How do you handle alignments?

How do you handle alignments?

Are they unchanging? Can you not act out of your alignment? Are they more fluid where you can bend the rules?

Do you exclude alignments in your games altogether?

evil is dumb and good guys always win

They dont exist.

Alihnments is merely a roleplaying tool for helping you roleplay and quickly create characters. It is not an ironclad rule that must be followed at all times.

What a shitty image.

For the players, it's just a general guideline. Their characters decide their alignment, not the other way around.

In terms of a DnD world, they're the cosmic forces that make the world run. People are always shades of alignments, and while some groups might generally become one alignment, nothing says they can't be something else. Cosmic beings, however, are stuck in their ways.

this but backwards

As a GM, I never mention them.

As a player, if I'm asked, I just say the GM can decide my alignment based on what I do and how he interprets it.

This has worked so far.

Alignment is not a specific enough descriptor for a character's motivation, so I never use it.
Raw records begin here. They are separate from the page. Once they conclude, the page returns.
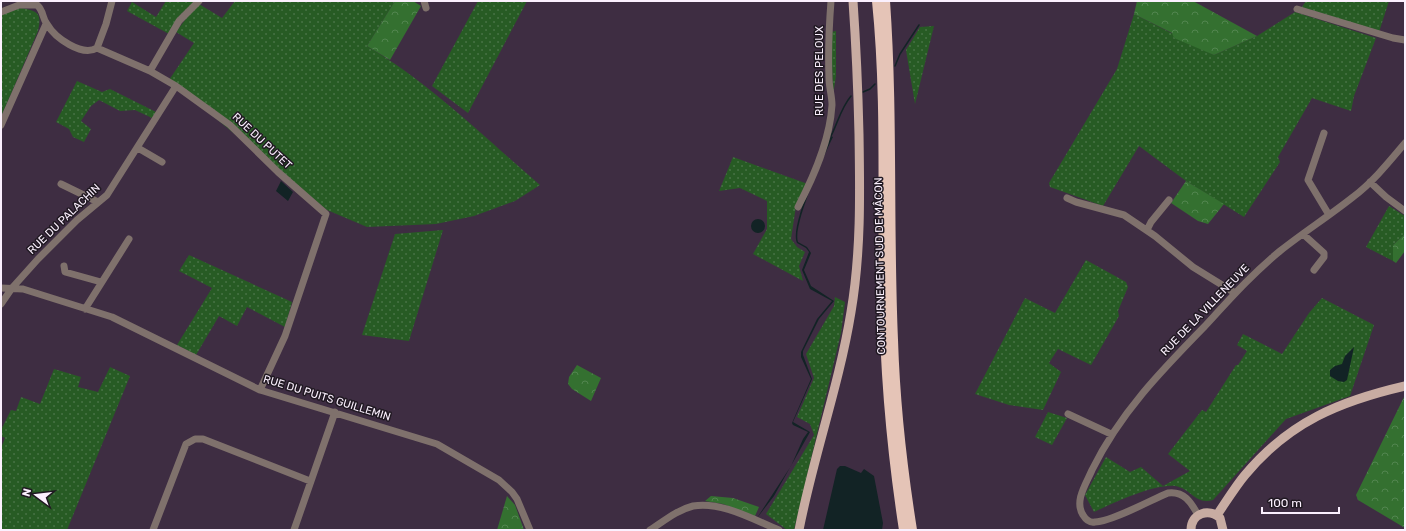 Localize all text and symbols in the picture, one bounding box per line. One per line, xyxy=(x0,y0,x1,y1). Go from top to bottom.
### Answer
street label: RUE DES PELOUX xyxy=(813,26,826,116)
street label: RUE DU PUTET xyxy=(230,110,295,172)
street label: CONTOURNEMENT SUD DE MÂCON xyxy=(872,177,888,355)
street label: RUE DU PALACHIN xyxy=(25,181,103,257)
street label: RUE DE LA VILLENEUVE xyxy=(1158,261,1252,358)
street label: RUE DU PUITS GUILLEMIN xyxy=(262,372,392,424)
north arrow xyxy=(16,475,56,515)
text: N xyxy=(20,487,34,498)
scale bar xyxy=(1262,489,1339,515)
text: 100 m xyxy=(1268,496,1302,510) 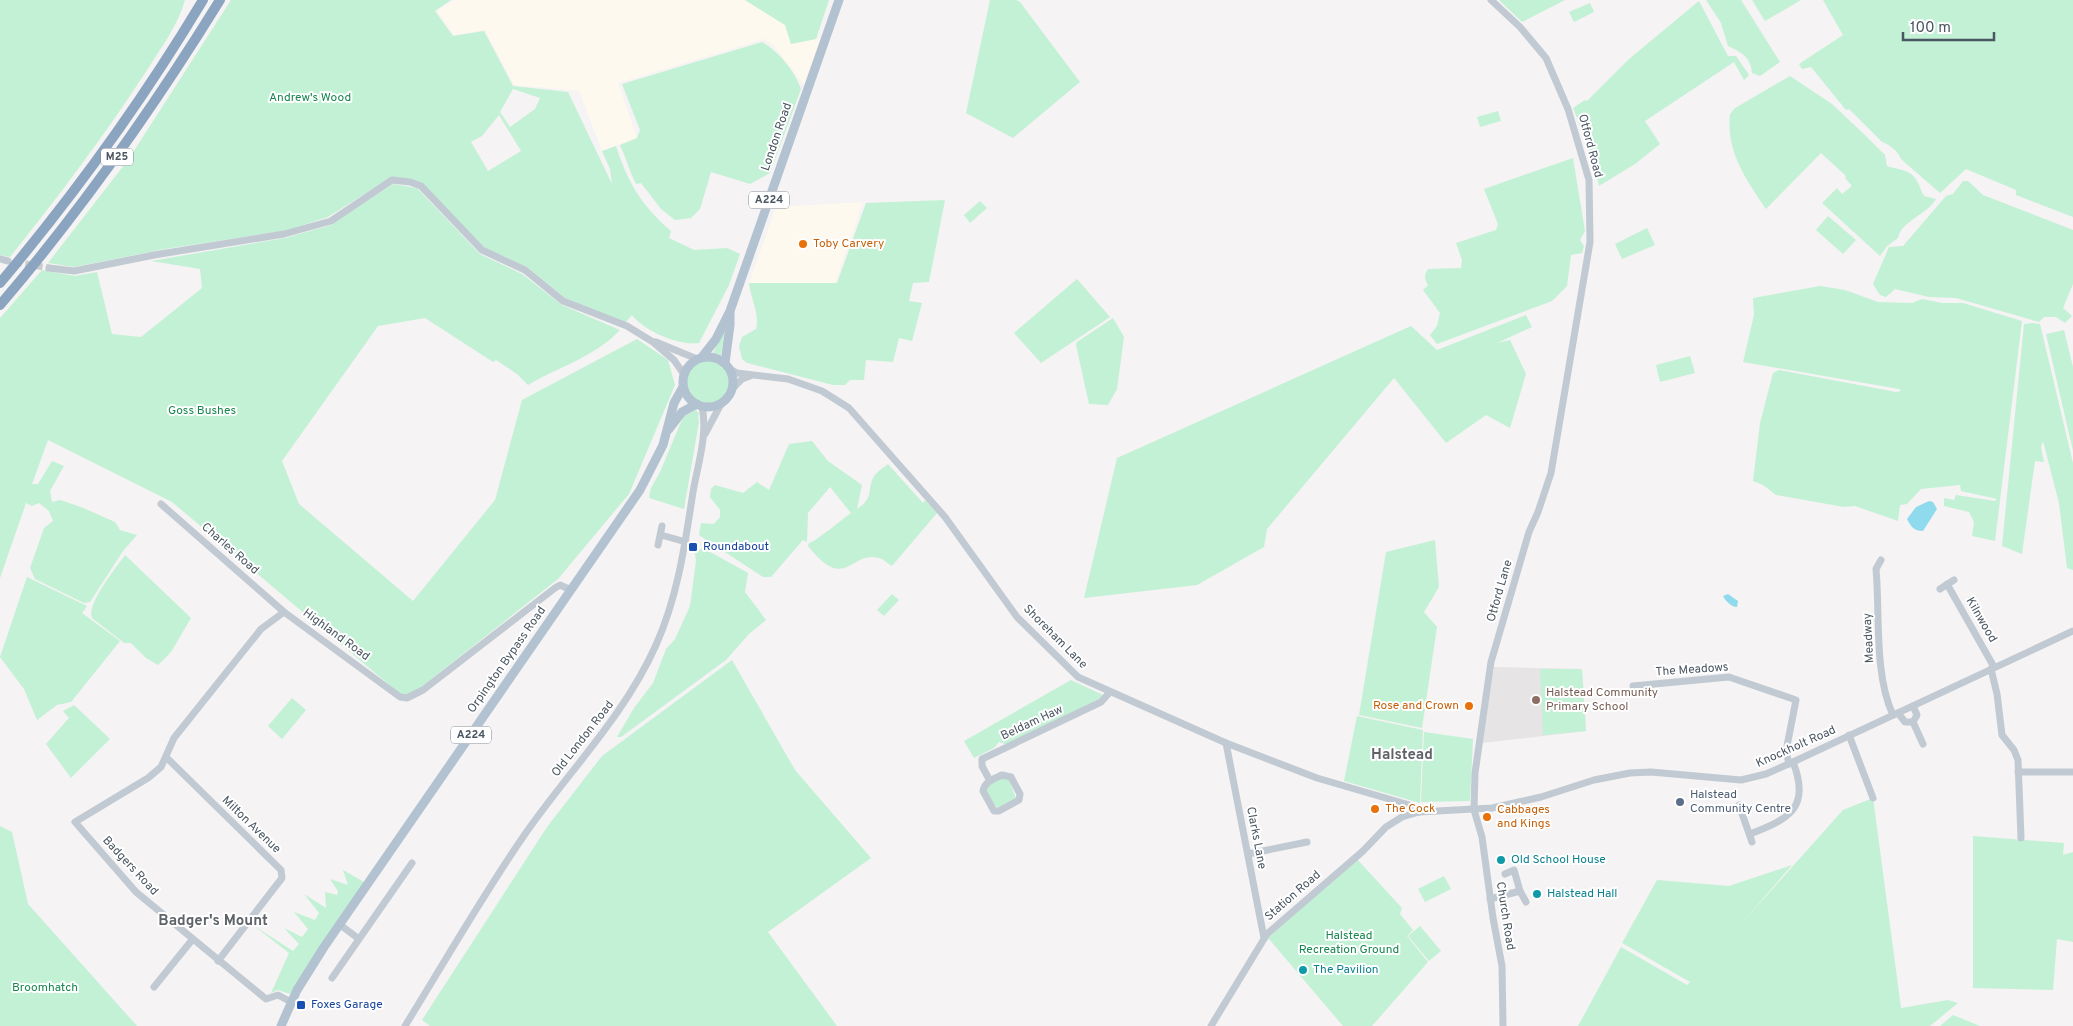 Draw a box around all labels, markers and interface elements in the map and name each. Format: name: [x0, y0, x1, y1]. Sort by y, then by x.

I usually play systems that don't use alignments. So my only interaction with alignments is when a player describes his character by referring to alignments. When that's happened, I tell the player to adjust his description so that it doesn't mention alignment.
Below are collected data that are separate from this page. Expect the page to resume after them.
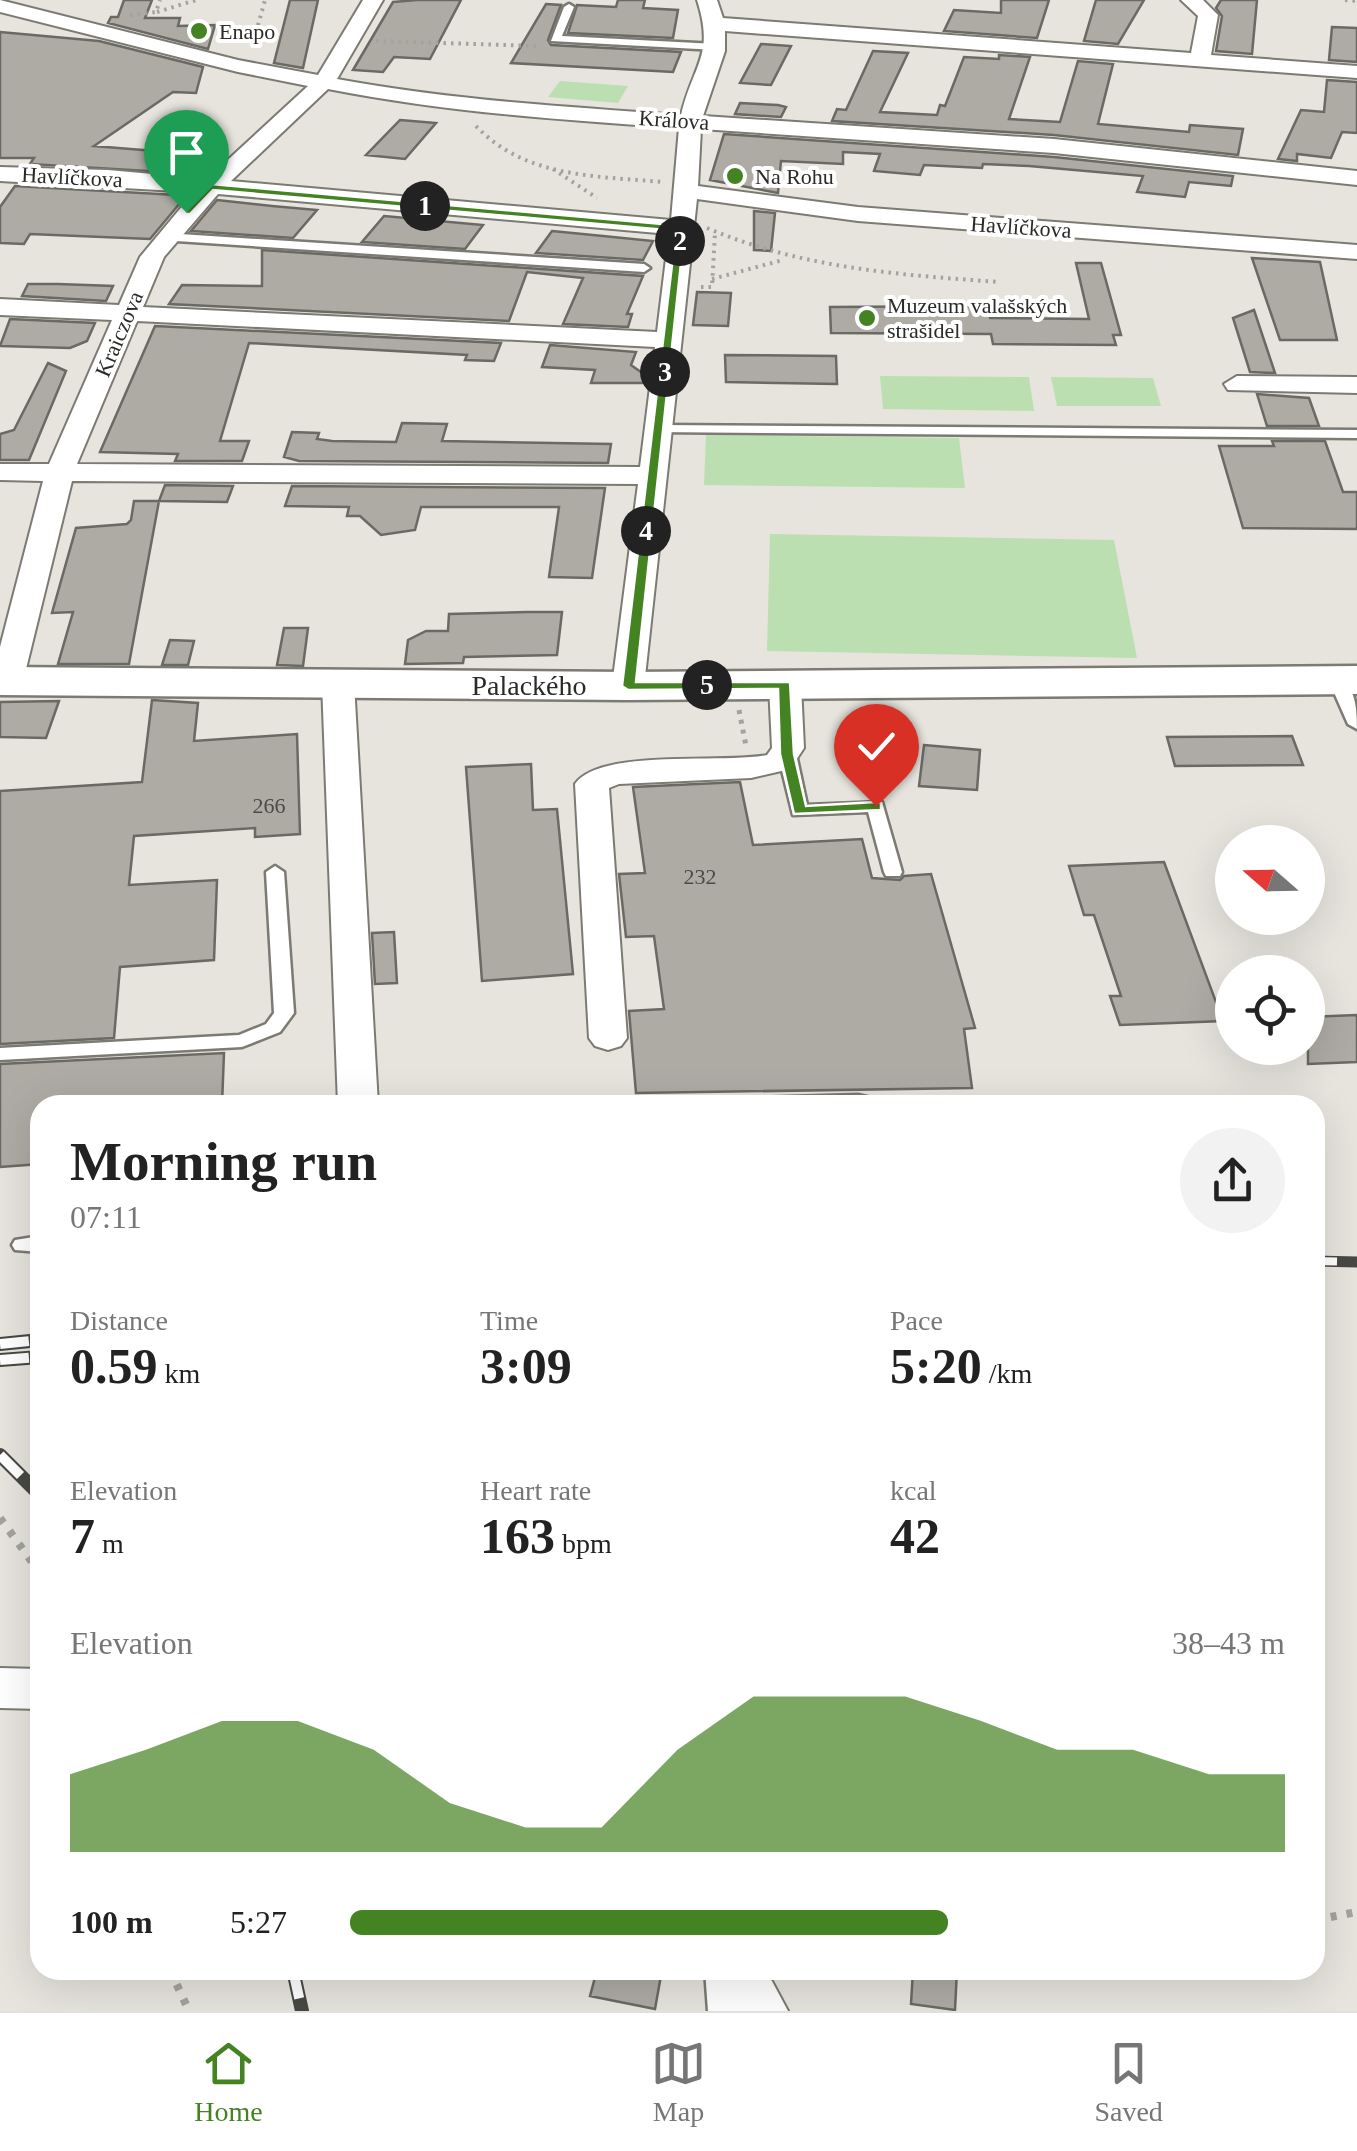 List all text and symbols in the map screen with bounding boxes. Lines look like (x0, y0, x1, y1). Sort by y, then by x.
place label: Enapo (219, 19, 275, 44)
marker: Enapo (188, 20, 210, 42)
street label: Králova (638, 105, 710, 135)
pin (144, 110, 229, 213)
icon: arrive (159, 125, 214, 180)
street label: Havlíčkova (21, 162, 124, 192)
place label: Na Rohu (755, 164, 834, 189)
marker: Na Rohu (724, 165, 746, 187)
pin: 1 (400, 181, 450, 231)
text: 1 (418, 190, 432, 221)
street label: Havlíčkova (970, 211, 1073, 243)
pin: 2 (655, 216, 705, 266)
text: 2 (673, 225, 687, 256)
street label: Kraiczova (90, 287, 148, 380)
place label: Muzeum valašských strašidel (887, 293, 1067, 343)
marker: Muzeum valašských strašidel (856, 307, 878, 329)
pin: 3 (640, 347, 690, 397)
text: 3 (658, 356, 672, 387)
pin: 4 (621, 506, 671, 556)
text: 4 (639, 515, 653, 546)
pin: 5 (682, 660, 732, 710)
text: 5 (700, 669, 714, 700)
street label: Palackého (471, 670, 587, 701)
pin (834, 704, 919, 807)
icon: check (849, 719, 904, 774)
house number: 266 (253, 793, 286, 818)
north arrow (1215, 825, 1325, 935)
map controls (1215, 825, 1325, 1065)
house number: 232 (684, 864, 717, 889)
button: locate (1215, 955, 1325, 1065)
button: share (1180, 1128, 1285, 1233)
text: Morning run (70, 1131, 377, 1192)
text: 07:11 (70, 1199, 142, 1235)
text: Distance (70, 1305, 168, 1336)
text: Time (480, 1305, 538, 1336)
text: Pace (890, 1305, 943, 1336)
text: 0.59 (70, 1338, 158, 1394)
text: 3:09 (480, 1338, 572, 1394)
text: 5:20 (890, 1338, 982, 1394)
text: km (158, 1358, 200, 1389)
text: /km (982, 1358, 1032, 1389)
text: Elevation (70, 1475, 177, 1506)
text: Heart rate (480, 1475, 591, 1506)
text: kcal (890, 1475, 937, 1506)
text: 7 (70, 1508, 95, 1564)
text: 163 (480, 1508, 555, 1564)
text: 42 (890, 1508, 940, 1564)
text: m (95, 1528, 124, 1559)
text: bpm (555, 1528, 612, 1559)
text: Elevation (70, 1625, 193, 1661)
text: 38–43 m (1172, 1625, 1285, 1661)
text: 100 m (70, 1904, 153, 1940)
text: 5:27 (230, 1904, 287, 1940)
tab: Home (194, 2036, 263, 2128)
tab: Map (651, 2036, 706, 2128)
tab: Saved (1094, 2036, 1163, 2128)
I work with all my PC's in character creation to make sure they understand the character they are playing. What they want to do. What they would do in certain situations and then I give them an alignment based off that. If they do something that is completely out of alignment I'll bring it up with them later and ask if they see their character more as this alignment rather then the one set but generally I don't really police it unless its important like for their god or smth.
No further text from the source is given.